L’homme était parti de Marchiennes vers deux heures. Il
marchait d’un pas allongé, grelottant sous le coton aminci de sa
veste et de son pantalon de velours. Un petit paquet, noué dans
un mouchoir à carreaux, le gênait beaucoup ; et il le serrait
contre ses flancs, tantôt d’un coude, tantôt de l’autre, pour
glisser au fond de ses poches les deux mains à la fois, des mains
gourdes que les lanières du vent d’est faisaient saigner. Une
seule idée occupait sa tête vide d’ouvrier sans travail et sans
gîte, l’espoir que le froid serait moins vif après le lever du jour.
Depuis une heure, il avançait ainsi, lorsque sur la gauche, à
deux kilomètres de Montsou, il aperçut des feux rouges, trois
brasiers brûlant au plein air, et comme suspendus. D’abord, il
hésita, pris de crainte ; puis, il ne put résister au besoin
douloureux de se chauffer un instant les mains.
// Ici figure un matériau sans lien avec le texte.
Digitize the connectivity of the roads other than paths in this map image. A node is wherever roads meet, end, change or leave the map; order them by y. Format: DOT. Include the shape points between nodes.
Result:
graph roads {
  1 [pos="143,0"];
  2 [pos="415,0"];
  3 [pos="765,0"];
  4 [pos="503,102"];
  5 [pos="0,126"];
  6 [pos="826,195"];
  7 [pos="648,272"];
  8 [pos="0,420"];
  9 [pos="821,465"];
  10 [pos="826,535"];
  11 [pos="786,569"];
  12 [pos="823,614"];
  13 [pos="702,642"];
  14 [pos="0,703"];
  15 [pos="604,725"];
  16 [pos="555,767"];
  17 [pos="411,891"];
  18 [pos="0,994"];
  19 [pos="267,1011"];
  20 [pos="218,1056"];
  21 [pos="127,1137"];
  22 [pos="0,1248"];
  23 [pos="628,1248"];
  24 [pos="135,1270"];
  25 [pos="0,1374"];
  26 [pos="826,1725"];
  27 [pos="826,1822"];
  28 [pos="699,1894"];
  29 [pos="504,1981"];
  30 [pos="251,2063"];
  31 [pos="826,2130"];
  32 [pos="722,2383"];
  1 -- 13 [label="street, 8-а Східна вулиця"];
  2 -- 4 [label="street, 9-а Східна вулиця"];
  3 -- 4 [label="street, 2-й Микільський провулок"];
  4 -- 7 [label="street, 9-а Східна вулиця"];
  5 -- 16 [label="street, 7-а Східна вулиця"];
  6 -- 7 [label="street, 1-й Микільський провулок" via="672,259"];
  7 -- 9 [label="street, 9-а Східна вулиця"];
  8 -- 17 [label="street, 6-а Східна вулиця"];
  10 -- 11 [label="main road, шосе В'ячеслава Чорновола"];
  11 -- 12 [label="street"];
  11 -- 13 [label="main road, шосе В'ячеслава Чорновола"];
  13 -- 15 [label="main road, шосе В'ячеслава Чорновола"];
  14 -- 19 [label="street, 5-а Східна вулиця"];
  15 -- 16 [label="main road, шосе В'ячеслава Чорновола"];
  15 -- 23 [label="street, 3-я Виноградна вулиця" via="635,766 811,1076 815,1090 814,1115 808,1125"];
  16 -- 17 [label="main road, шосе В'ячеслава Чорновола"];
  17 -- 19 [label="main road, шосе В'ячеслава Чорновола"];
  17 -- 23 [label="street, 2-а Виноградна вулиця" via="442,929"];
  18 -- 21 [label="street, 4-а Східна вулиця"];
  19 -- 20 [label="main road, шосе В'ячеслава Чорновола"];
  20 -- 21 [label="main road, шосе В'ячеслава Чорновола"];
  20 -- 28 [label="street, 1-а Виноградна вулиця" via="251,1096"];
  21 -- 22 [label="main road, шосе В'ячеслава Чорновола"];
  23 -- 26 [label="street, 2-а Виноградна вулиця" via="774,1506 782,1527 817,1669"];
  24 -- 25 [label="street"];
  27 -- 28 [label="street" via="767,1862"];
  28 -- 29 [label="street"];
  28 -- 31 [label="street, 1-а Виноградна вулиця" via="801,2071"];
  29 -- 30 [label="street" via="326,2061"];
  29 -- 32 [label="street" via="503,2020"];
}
Un chemin creux s’enfonçait. Tout disparut. L’homme avait
à droite une palissade, quelque mur de grosses planches
fermant une voie ferrée ; tandis qu’un talus d’herbe s’élevait à
gauche, surmonté de pignons confus, d’une vision de village aux
toitures basses et uniformes. Il fit environ deux cents pas.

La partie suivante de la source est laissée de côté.